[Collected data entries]

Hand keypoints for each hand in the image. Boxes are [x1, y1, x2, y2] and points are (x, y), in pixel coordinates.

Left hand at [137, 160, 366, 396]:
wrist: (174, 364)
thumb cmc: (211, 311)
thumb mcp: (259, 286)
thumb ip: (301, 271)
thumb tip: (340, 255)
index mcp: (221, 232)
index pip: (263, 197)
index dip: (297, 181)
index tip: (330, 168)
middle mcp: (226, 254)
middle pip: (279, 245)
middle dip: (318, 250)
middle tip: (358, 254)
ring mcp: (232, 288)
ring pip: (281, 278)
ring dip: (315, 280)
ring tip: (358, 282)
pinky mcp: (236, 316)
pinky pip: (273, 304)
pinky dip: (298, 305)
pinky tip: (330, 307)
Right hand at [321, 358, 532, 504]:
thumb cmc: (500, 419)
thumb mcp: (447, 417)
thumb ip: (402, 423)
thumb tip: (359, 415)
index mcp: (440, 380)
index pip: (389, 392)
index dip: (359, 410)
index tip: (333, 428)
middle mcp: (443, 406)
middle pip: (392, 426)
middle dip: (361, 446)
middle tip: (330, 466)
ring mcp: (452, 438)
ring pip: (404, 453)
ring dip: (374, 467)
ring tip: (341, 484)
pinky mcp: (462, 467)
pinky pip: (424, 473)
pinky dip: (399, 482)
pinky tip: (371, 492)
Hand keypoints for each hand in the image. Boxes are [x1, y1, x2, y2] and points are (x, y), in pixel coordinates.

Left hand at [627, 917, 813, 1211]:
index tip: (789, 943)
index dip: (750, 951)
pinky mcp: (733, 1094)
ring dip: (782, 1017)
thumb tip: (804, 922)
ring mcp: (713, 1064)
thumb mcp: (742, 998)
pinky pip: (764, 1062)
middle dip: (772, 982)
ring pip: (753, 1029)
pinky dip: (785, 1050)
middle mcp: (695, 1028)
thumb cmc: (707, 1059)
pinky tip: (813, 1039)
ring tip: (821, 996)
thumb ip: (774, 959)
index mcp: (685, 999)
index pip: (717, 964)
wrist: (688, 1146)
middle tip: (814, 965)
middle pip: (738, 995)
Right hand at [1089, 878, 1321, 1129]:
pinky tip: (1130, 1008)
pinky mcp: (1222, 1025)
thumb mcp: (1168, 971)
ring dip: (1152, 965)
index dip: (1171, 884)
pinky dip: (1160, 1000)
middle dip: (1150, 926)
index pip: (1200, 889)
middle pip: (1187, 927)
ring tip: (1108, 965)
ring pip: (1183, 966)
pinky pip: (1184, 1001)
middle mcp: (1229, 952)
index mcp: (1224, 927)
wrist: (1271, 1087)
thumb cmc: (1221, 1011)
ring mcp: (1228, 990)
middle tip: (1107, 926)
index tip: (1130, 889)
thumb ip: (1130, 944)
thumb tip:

### ABOUT THIS EXERCISE
Could you write out, exactly, each line of the data above from the one containing "pinky tip: (371, 492)" through the last, including both?

### ANSWER
pinky tip: (371, 492)
Hand keypoints for each hand in the image. Boxes are [x1, y1, x2, y2] and points are (x, y), in pixel coordinates.

Left hand at [627, 917, 813, 1211]:
index tip: (789, 943)
index dip: (750, 951)
pinky mcp: (733, 1094)
ring dip: (782, 1017)
thumb tip: (804, 922)
ring mcp: (713, 1064)
thumb mcp: (742, 998)
pinky pip: (764, 1062)
middle dip: (772, 982)
ring pip: (753, 1029)
pinky dip: (785, 1050)
middle mcp: (695, 1028)
thumb cmc: (707, 1059)
pinky tip: (813, 1039)
ring tip: (821, 996)
thumb ip: (774, 959)
index mcp: (685, 999)
index pip: (717, 964)
wrist: (688, 1146)
middle tip: (814, 965)
middle pip: (738, 995)
Right hand at [1089, 878, 1321, 1129]:
pinky tip: (1130, 1008)
pinky mcp: (1222, 1025)
thumb mcp: (1168, 971)
ring dip: (1152, 965)
index dip: (1171, 884)
pinky dip: (1160, 1000)
middle dip: (1150, 926)
index pip: (1200, 889)
middle pip: (1187, 927)
ring tip: (1108, 965)
ring pip: (1183, 966)
pinky pip: (1184, 1001)
middle mcp: (1229, 952)
index mcp: (1224, 927)
wrist: (1271, 1087)
thumb cmc: (1221, 1011)
ring mcp: (1228, 990)
middle tip: (1107, 926)
index tip: (1130, 889)
thumb ip: (1130, 944)
thumb tip:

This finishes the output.